The IMPACT tool involves four analytical modules: detecting somatic variants, calling copy number alterations, predicting drugs targeting deleterious variants, and analyzing tumor heterogeneity.
As described in the study, the researchers started with data generated by whole-exome sequencing and mapped it to a reference exome using the Burrows-Wheeler Aligner to determine single nucleotide variants. Then, they used VarScan2 to identify copy number alterations. The IMPACT tool generates a list of candidate genes based on the completion of these first two analytical modules.
IMPACT runs through a two-tier system to connect genes with therapies. The first tier follows the National Cancer Institute MATCH and MD Anderson Personalized Cancer Therapy criteria to identify genetic markers that are druggable with FDA-approved therapies, and, using the database DSigDB, identify those that are druggable with FDA-approved kinase inhibitors.

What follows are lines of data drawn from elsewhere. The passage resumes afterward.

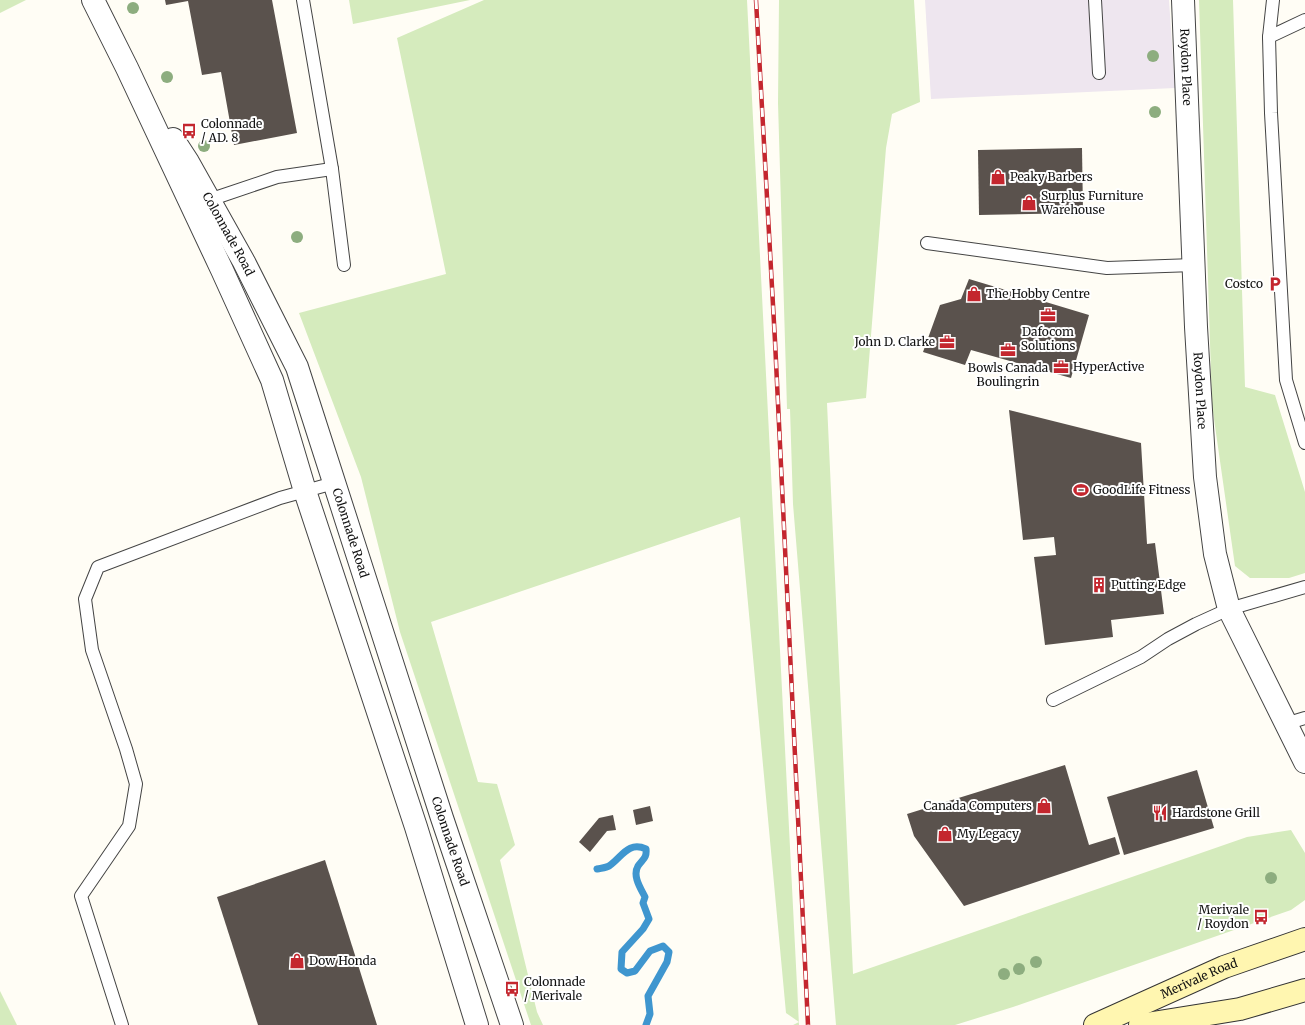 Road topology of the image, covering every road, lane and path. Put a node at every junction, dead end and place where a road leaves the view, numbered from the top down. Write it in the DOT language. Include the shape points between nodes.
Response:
graph roads {
  1 [pos="93,0"];
  2 [pos="303,0"];
  3 [pos="1096,0"];
  4 [pos="1183,0"];
  5 [pos="1273,0"];
  6 [pos="1305,20"];
  7 [pos="1269,37"];
  8 [pos="127,68"];
  9 [pos="1099,73"];
  10 [pos="332,169"];
  11 [pos="209,200"];
  12 [pos="927,243"];
  13 [pos="344,265"];
  14 [pos="1194,265"];
  15 [pos="1305,443"];
  16 [pos="334,483"];
  17 [pos="305,491"];
  18 [pos="1305,588"];
  19 [pos="1229,609"];
  20 [pos="1053,700"];
  21 [pos="1295,721"];
  22 [pos="1305,762"];
  23 [pos="1305,939"];
  24 [pos="1305,990"];
  25 [pos="122,1025"];
  26 [pos="477,1025"];
  27 [pos="512,1025"];
  28 [pos="1095,1025"];
  29 [pos="1140,1025"];
  1 -- 8 [label="street, Colonnade Road"];
  2 -- 10 [label="lane"];
  3 -- 9 [label="lane"];
  4 -- 14 [label="street, Roydon Place"];
  5 -- 7 [label="lane"];
  6 -- 7 [label="lane"];
  7 -- 15 [label="lane" via="1286,380"];
  8 -- 11 [label="street, Colonnade Road" via="188,162"];
  8 -- 17 [label="street, Colonnade Road" via="272,380"];
  10 -- 11 [label="lane" via="277,177"];
  10 -- 13 [label="lane"];
  11 -- 16 [label="street, Colonnade Road" via="244,262 297,367"];
  12 -- 14 [label="lane" via="1107,268"];
  14 -- 19 [label="street, Roydon Place" via="1205,477 1215,554"];
  16 -- 17 [label="lane"];
  16 -- 27 [label="street, Colonnade Road"];
  17 -- 25 [label="lane" via="98,567 85,599 92,650 136,784 129,826 81,896"];
  17 -- 26 [label="street, Colonnade Road" via="416,827"];
  18 -- 19 [label="lane"];
  19 -- 20 [label="lane" via="1168,639 1141,657"];
  19 -- 21 [label="street, Roydon Place"];
  21 -- 22 [label="street, Roydon Place"];
  23 -- 28 [label="main road, Merivale Road" via="1224,966"];
  24 -- 29 [label="main road" via="1240,1009"];
}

The second-tier therapeutics includes all FDA-approved drugs and their gene targets found in DSigDB. Finally, the researchers also used IMPACT to measure tumor clonality and heterogeneity using mutant allele frequency estimates using the Kolmogorov-Smirnov test.
Existing tools such as SAMTools and GATK can analyze whole-exome sequencing data for variants and copy numbers, however, these take additional steps and tools to determine actionable therapeutics.

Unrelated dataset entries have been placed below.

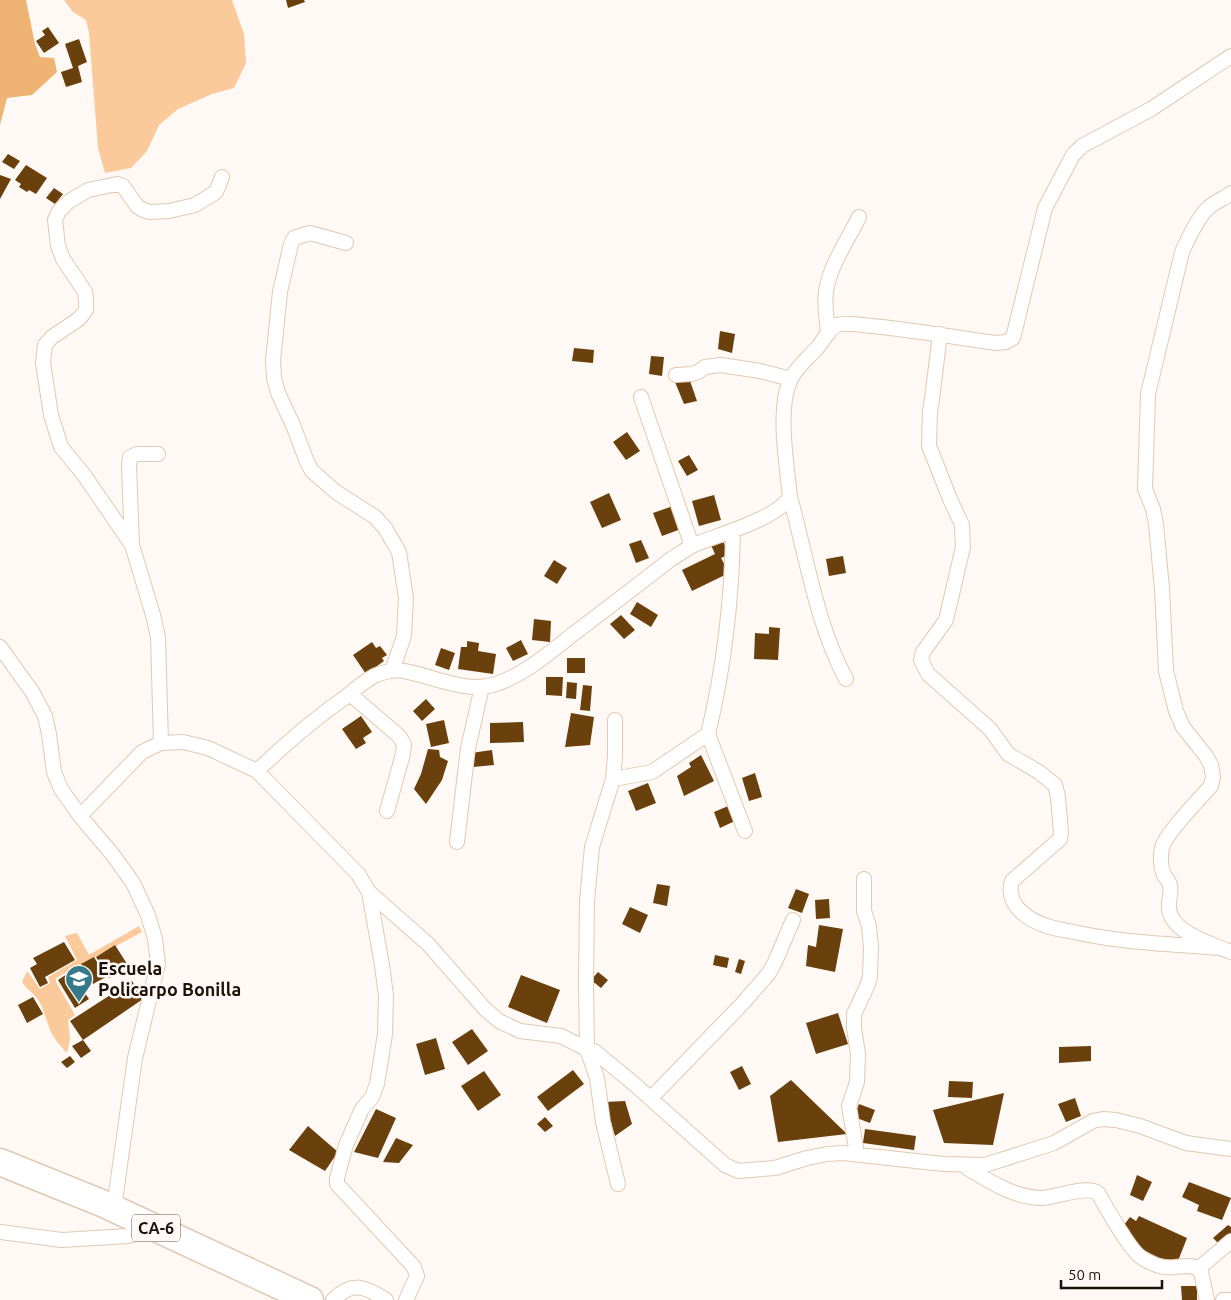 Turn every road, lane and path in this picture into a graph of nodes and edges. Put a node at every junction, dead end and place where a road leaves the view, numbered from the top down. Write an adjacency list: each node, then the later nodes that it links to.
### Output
1 (1231, 56): 7 (street)
2 (222, 177): 14 (street)
3 (1231, 193): 33 (street)
4 (860, 217): 6 (street)
5 (346, 243): 17 (street)
6 (828, 334): 7 (street); 9 (street)
7 (940, 334): 33 (street)
8 (676, 375): 9 (street)
9 (791, 379): 12 (street)
10 (641, 397): 15 (street)
11 (158, 454): 14 (street)
12 (790, 497): 13 (street); 18 (street)
13 (733, 530): 15 (street); 22 (street)
14 (132, 545): 23 (street)
15 (692, 546): 19 (street)
16 (0, 648): 27 (street)
17 (392, 671): 19 (street); 20 (street)
18 (846, 679)
19 (482, 687): 29 (street)
20 (350, 694): 24 (street); 26 (street)
21 (615, 720): 25 (street)
22 (708, 734): 25 (street); 28 (street)
23 (161, 743): 24 (street); 27 (street)
24 (257, 771): 31 (street)
25 (613, 779): 34 (street)
26 (387, 811)
27 (80, 816): 41 (street)
28 (745, 831)
29 (457, 842)
30 (864, 879): 37 (street)
31 (369, 892): 34 (street); 49 (street)
32 (793, 920): 35 (street)
33 (1226, 950)
34 (587, 1049): 35 (street); 40 (street)
35 (650, 1098): 37 (street)
36 (1231, 1149): 39 (street)
37 (857, 1154): 39 (street)
38 (0, 1162): 41 (highway, CA-6)
39 (963, 1165): 45 (street)
40 (618, 1184)
41 (114, 1208): 42 (highway, CA-6)
42 (156, 1228): 43 (street); 46 (highway, CA-6)
43 (0, 1232)
44 (1231, 1241): 45 (street)
45 (1199, 1268): 50 (street)
46 (310, 1300)
47 (334, 1300): 48 (street)
48 (386, 1300)
49 (406, 1300)
50 (1207, 1300)
51 (1223, 1300): 52 (street)
52 (1231, 1300)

"Most of the time you get a list of variants back and what [researchers] have to do next is to go through other resources to see if it can inhibited by drug-gene interactions," Aik-Choon Tan, associate professor of bioinformatics at the University of Colorado Anshultz Medical Campus and senior author on the paper, told GenomeWeb. "We have put it together as a package."
This study served as a sanity check for the IMPACT analysis pipeline, Tan said. The first step was to show that it worked with data that had already been published, so the researchers used three matched normal-tumor TCGA lung adenocarcinoma samples from the University of California Santa Cruz Cancer Genomics Hub. They found that IMPACT successfully identified the EGFR mutation as a tumor driver and recommended FDA-approved EGFR inhibitors.

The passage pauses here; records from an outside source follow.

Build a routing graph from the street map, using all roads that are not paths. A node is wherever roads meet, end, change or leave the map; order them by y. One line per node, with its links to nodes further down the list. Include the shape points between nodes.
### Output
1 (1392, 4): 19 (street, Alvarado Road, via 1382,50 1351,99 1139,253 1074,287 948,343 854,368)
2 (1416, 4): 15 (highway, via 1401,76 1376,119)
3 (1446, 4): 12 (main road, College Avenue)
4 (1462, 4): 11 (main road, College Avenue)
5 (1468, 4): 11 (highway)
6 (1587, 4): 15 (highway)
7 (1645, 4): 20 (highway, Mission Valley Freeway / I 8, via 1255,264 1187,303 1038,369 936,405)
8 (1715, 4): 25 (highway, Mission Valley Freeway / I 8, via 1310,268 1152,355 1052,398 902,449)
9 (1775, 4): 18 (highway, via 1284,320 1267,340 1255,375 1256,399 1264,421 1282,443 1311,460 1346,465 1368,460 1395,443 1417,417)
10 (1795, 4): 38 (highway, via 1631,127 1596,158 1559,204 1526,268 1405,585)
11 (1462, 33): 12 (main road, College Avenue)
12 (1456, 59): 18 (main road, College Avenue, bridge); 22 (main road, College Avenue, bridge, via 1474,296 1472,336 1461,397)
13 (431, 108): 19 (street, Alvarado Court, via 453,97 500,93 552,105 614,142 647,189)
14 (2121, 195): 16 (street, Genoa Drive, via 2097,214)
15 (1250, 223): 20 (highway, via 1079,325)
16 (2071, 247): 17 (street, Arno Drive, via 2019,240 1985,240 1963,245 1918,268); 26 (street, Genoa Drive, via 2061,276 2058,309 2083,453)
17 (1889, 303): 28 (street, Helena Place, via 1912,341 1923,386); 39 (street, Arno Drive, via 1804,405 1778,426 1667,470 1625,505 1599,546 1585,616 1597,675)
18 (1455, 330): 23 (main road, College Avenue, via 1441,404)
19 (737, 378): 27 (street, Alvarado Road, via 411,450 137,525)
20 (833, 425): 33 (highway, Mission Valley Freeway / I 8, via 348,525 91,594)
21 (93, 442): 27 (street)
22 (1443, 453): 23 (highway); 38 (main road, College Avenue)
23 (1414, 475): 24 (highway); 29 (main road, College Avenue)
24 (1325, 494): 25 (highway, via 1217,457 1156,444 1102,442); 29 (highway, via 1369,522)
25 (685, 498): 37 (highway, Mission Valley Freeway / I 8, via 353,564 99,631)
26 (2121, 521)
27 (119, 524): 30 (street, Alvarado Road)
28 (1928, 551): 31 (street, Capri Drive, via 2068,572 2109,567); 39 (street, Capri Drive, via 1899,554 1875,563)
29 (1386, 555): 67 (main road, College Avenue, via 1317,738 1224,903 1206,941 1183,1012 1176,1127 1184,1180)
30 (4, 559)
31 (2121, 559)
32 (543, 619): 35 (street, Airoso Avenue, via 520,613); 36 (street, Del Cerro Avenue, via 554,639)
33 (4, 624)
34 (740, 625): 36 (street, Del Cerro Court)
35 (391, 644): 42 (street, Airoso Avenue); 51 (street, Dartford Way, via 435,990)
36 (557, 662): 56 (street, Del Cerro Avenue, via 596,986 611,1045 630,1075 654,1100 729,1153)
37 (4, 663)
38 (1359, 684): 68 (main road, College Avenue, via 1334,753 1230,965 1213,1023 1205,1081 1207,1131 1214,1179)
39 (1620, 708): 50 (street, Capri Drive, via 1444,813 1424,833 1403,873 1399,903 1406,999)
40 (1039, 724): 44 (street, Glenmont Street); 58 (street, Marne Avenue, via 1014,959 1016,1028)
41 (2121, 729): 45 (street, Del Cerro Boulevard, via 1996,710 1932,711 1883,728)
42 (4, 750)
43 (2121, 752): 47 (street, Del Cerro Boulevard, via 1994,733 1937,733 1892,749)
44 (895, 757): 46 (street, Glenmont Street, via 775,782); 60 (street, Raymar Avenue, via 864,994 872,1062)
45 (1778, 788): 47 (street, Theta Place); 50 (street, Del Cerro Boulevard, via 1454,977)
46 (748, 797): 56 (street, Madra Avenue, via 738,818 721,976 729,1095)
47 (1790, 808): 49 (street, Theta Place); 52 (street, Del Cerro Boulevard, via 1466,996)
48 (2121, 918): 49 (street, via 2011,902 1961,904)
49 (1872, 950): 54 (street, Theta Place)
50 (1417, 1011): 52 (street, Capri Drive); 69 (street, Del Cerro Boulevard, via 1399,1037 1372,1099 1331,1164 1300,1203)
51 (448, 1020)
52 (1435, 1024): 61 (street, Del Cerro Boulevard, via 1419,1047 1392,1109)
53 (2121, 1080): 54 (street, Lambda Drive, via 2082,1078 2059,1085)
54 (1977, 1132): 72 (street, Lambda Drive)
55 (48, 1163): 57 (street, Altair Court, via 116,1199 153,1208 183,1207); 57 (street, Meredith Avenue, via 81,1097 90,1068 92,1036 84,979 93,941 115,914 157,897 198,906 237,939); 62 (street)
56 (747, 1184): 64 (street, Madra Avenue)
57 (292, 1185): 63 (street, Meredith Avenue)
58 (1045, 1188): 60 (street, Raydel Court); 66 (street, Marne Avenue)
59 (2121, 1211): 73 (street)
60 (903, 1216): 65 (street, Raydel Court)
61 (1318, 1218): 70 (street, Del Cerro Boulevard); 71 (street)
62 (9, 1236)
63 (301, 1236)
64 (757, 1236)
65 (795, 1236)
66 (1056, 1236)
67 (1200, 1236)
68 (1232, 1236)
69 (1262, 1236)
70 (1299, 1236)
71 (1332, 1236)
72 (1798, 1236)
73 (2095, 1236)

Tan and his colleagues also used the tool, in collaboration with William Robinson's laboratory at the University of Colorado Cancer Center, to retrospectively analyze a series of exome sequences from patients diagnosed with melanoma. They were able to validate the tool's ability to discover a patient's activating mutation and pair it with useful treatment.
For example, they were able to identify a BRAF mutation in one of the patients that responded to BRAF kinase inhibitors initially, Tan said. However, that patient relapsed, and upon analyzing post-treatment data, researchers determined that the patient had acquired an NRAS mutation, and was then treated with a combination of BRAF and NRAS inhibitors. When the patient relapsed again, they were able to analyze post-BRAF and NRAS treatment data, which showed that the patient had developed a deletion of the CDKN2a gene, according to Tan.
With the IMPACT tool, researchers were able to predict future precision medicine options as the patient progressed, as long as there were drugs available.
Unfortunately, once the melanoma patient acquired a CDKN2a gene deletion, there wasn't much to be done. There are currently no FDA-approved inhibitors against the CDK gene family for melanoma. However, the drug palbociclib recently earned FDA approval to treat a subset of breast cancers, and as such, it may be possible to evaluate in a clinical trial if palbociclib is useful in melanoma.
Once the IMPACT tool itself has been validated and approved for broader use, the researchers hope that it might be used as a means to generate support for clinical trial research into novel uses for an existing drug or kinase inhibitor, Tan said.
For now, the researchers have kept close tabs on kinase inhibitor clinical trials that might be useful for exploring precision medicine approaches, and as drugs are approved in new molecularly-defined indications, they will continue to update the database underlying IMPACT on a quarterly basis. They do eventually hope to automatically update the database as drugs become FDA-approved, Tan noted.
Currently, Tan and his colleagues have plans to conduct a prospective, randomized trial to compare how using IMPACT to guide treatment decisions affects patient outcomes against when treatment decisions are made without the tool. However, they need to obtain Institutional Review Board approval first, Tan said.
While IMPACT has only been used in the context of cancer, Tan believes it could one day have uses as a therapeutic matching tool in other diseases.
The IMPACT analysis pipeline is publicly available through the University of Colorado.